Je souhaitais, bien qu’ayant fait des études de généraliste, commencer ma carrière par un poste dans les Ressources Humaines, parce que j’estimais que finalement, les ressources humaines à l’intérieur de l’entreprise, c’était et c’est d’ailleurs toujours, une des dernières frontières en terme d’innovation, parce que c’est peut-être la fonction sur laquelle il reste encore à structurer le plus de choses.

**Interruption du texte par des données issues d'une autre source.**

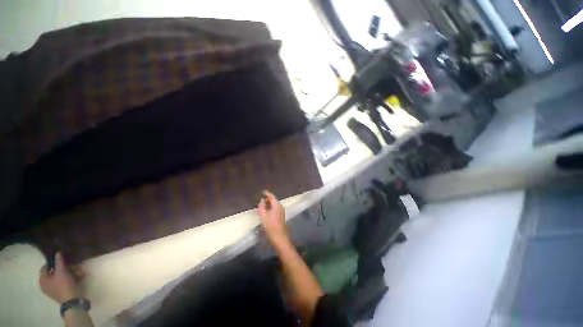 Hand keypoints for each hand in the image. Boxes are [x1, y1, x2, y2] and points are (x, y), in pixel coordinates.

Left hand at [39, 252, 83, 303]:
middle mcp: (46, 284)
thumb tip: (57, 253)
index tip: (62, 259)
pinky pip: (65, 282)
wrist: (73, 301)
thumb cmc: (64, 285)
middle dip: (66, 268)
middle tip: (74, 266)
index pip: (45, 267)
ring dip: (71, 272)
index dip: (53, 262)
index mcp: (43, 280)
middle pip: (55, 272)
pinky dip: (71, 278)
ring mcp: (54, 289)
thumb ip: (59, 261)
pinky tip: (79, 276)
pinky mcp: (61, 291)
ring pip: (62, 276)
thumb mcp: (62, 271)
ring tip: (79, 272)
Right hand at [257, 190, 288, 243]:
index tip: (262, 192)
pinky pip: (275, 209)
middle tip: (260, 202)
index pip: (272, 196)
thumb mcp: (263, 215)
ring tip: (261, 208)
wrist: (279, 236)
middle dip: (267, 200)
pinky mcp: (281, 216)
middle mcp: (280, 206)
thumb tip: (262, 200)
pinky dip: (270, 209)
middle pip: (273, 200)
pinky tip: (265, 213)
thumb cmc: (270, 225)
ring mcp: (281, 211)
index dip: (267, 193)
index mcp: (277, 205)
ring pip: (274, 205)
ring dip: (268, 205)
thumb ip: (261, 206) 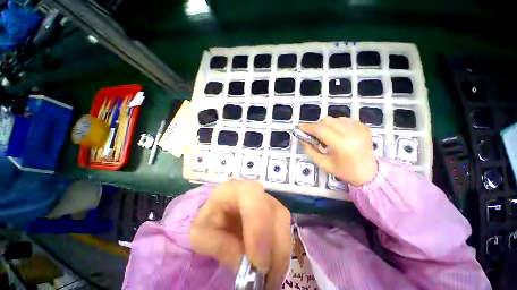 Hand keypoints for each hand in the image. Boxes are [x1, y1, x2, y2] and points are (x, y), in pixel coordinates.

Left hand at [189, 180, 290, 288]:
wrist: (220, 213)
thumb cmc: (208, 220)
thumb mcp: (201, 235)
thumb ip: (216, 244)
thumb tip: (245, 261)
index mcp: (234, 189)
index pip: (252, 198)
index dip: (259, 228)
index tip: (258, 263)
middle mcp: (255, 190)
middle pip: (275, 211)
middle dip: (275, 247)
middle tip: (267, 280)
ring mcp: (267, 198)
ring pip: (284, 221)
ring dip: (281, 251)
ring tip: (270, 277)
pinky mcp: (275, 210)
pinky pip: (285, 229)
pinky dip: (282, 250)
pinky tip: (273, 266)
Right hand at [299, 117, 377, 186]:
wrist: (369, 173)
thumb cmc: (344, 171)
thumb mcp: (322, 163)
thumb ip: (309, 149)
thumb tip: (301, 137)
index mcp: (343, 145)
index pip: (321, 130)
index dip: (309, 127)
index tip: (300, 128)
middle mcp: (353, 133)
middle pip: (327, 121)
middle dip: (316, 126)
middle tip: (313, 135)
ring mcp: (360, 128)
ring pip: (334, 119)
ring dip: (326, 126)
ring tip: (326, 137)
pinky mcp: (364, 126)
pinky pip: (343, 120)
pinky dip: (335, 125)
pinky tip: (336, 135) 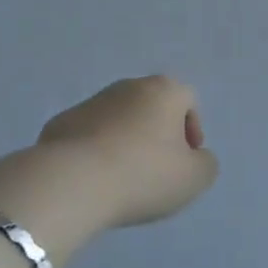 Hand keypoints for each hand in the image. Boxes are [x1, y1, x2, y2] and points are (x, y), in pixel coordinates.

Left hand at [36, 76, 218, 229]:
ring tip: (123, 179)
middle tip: (157, 170)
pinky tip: (94, 180)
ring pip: (119, 119)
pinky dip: (96, 151)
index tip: (185, 161)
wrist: (73, 181)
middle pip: (152, 106)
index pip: (188, 100)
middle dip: (158, 134)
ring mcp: (92, 101)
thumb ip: (205, 164)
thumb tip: (196, 157)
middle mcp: (129, 86)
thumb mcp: (194, 179)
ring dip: (125, 141)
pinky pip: (89, 135)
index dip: (192, 129)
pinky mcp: (62, 122)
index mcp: (164, 90)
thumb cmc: (143, 174) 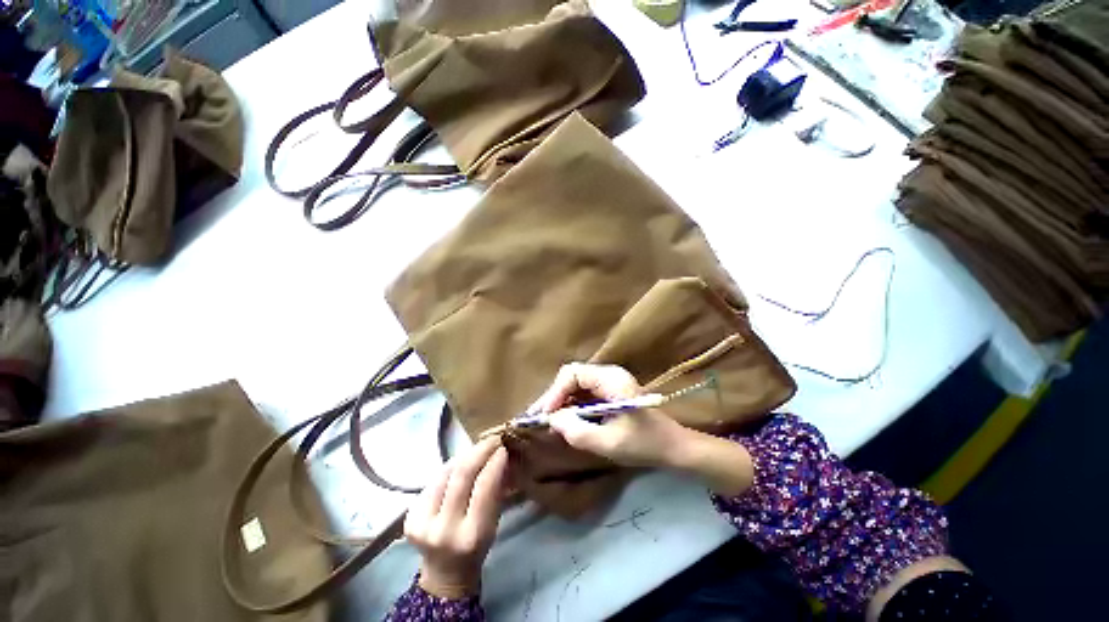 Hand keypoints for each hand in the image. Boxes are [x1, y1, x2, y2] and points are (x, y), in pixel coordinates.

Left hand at [404, 436, 508, 598]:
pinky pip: (434, 480)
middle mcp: (444, 529)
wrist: (445, 574)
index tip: (503, 446)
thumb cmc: (477, 547)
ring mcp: (422, 523)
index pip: (485, 486)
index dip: (495, 461)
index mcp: (472, 535)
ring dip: (465, 455)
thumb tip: (501, 455)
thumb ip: (495, 490)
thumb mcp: (494, 522)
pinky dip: (449, 468)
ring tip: (478, 449)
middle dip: (480, 450)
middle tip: (492, 439)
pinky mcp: (409, 517)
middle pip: (462, 475)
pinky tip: (459, 465)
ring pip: (445, 473)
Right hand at [534, 363, 693, 467]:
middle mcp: (608, 374)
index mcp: (611, 379)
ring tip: (545, 421)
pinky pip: (582, 394)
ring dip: (559, 402)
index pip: (573, 374)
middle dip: (553, 396)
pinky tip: (562, 421)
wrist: (673, 447)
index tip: (544, 415)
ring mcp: (608, 383)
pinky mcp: (607, 393)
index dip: (554, 392)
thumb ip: (578, 432)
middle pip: (571, 377)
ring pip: (574, 385)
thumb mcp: (610, 443)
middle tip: (537, 418)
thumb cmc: (645, 444)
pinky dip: (569, 406)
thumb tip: (552, 420) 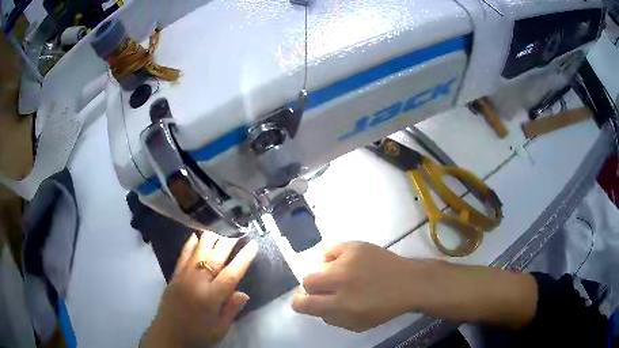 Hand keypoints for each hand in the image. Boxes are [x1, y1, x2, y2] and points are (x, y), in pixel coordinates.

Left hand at [141, 233, 257, 347]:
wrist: (168, 334)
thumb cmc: (197, 335)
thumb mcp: (219, 329)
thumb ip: (231, 310)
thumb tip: (244, 293)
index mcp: (211, 298)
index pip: (231, 274)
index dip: (244, 258)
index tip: (253, 244)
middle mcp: (197, 283)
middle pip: (214, 257)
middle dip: (227, 241)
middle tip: (237, 230)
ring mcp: (183, 277)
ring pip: (198, 252)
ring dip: (210, 238)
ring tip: (220, 227)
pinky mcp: (174, 276)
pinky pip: (183, 256)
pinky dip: (190, 244)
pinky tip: (195, 235)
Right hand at [292, 241, 420, 331]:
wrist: (409, 283)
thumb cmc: (384, 308)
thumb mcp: (356, 324)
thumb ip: (331, 318)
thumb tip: (315, 306)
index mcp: (340, 305)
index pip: (303, 303)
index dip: (299, 303)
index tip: (304, 302)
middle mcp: (340, 281)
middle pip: (308, 281)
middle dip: (312, 288)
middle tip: (326, 289)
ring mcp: (347, 261)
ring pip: (320, 265)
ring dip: (327, 274)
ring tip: (344, 276)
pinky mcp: (355, 246)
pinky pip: (331, 250)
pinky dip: (334, 258)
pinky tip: (347, 263) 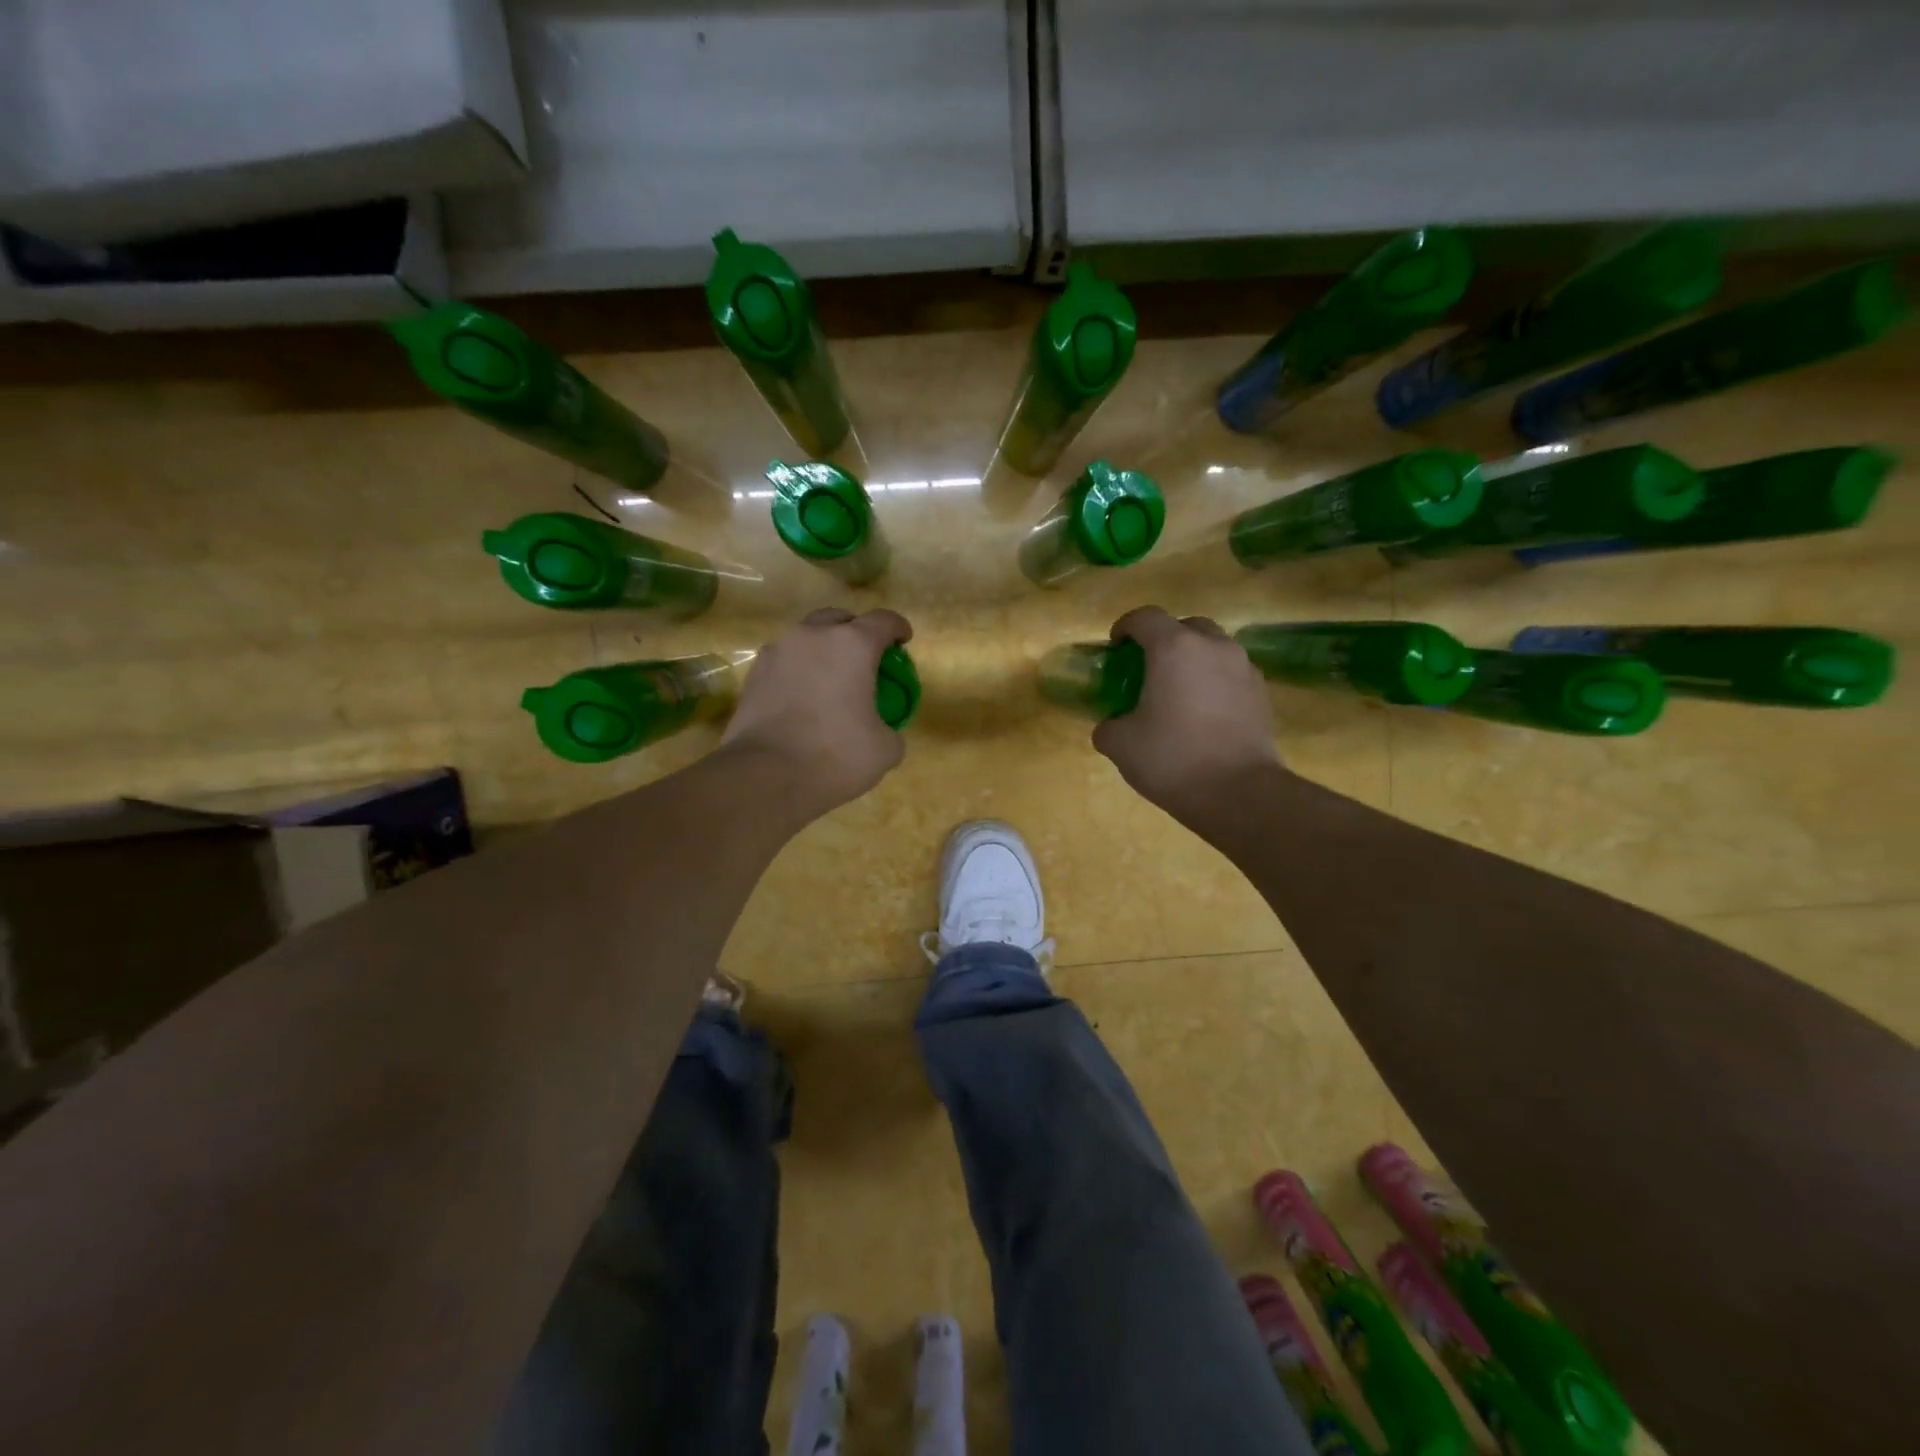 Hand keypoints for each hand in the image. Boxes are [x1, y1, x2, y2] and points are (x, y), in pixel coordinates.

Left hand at [721, 607, 913, 816]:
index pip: (883, 621)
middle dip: (855, 631)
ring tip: (830, 679)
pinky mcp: (753, 674)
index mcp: (852, 645)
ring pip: (806, 638)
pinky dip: (798, 671)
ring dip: (822, 650)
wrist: (765, 776)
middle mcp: (812, 636)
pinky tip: (802, 698)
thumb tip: (881, 731)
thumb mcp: (884, 749)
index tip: (903, 641)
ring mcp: (777, 652)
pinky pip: (784, 662)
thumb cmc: (834, 756)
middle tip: (864, 658)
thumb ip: (890, 729)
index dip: (898, 628)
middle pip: (839, 619)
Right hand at [1092, 606, 1281, 819]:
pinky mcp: (1262, 693)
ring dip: (1193, 660)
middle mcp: (1213, 647)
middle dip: (1164, 639)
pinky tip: (1204, 713)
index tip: (1114, 648)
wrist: (1239, 793)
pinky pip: (1231, 674)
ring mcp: (1243, 668)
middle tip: (1148, 668)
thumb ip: (1109, 726)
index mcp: (1174, 648)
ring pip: (1213, 648)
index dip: (1125, 627)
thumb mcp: (1121, 745)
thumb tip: (1110, 726)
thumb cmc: (1173, 759)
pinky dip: (1215, 682)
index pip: (1145, 617)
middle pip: (1185, 626)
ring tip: (1178, 692)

Ce qui m’a attiré vers la Société Générale, c’était pas l’image de la banque, enfin le métier, mais c’était plutôt que c’était la seule entreprise qui m’avait fait une promesse, alors conditionnelle bien entendu, de pouvoir commencer ma carrière par un métier en RH, et ils m’ont proposé un poste de formateur.
Le challenge c’était, voilà, je sors de l’école, et puis je vais aller former des responsables d’agences, des nouveaux responsables marketing aux techniques marketing qui n’étaient pas du tout intégrées dans la culture Société Générale, donc ça c’était vachement intéressant.
Et puis après, le responsable de la formation de l’époque m’a proposé un premier poste de management, et c’était prendre en charge un centre de formation à Marseille.
Je me suis un petit peu ancré sur la filière RH, et à l’intérieur de cette filière, c’est vrai que j’ai fait plusieurs métiers puisque j’ai fait du « comp&ben » enfin plutôt de la politique de rémunération, plus tôt de la gestion de ressources humaines donc du recrutement, maintenant de la formation.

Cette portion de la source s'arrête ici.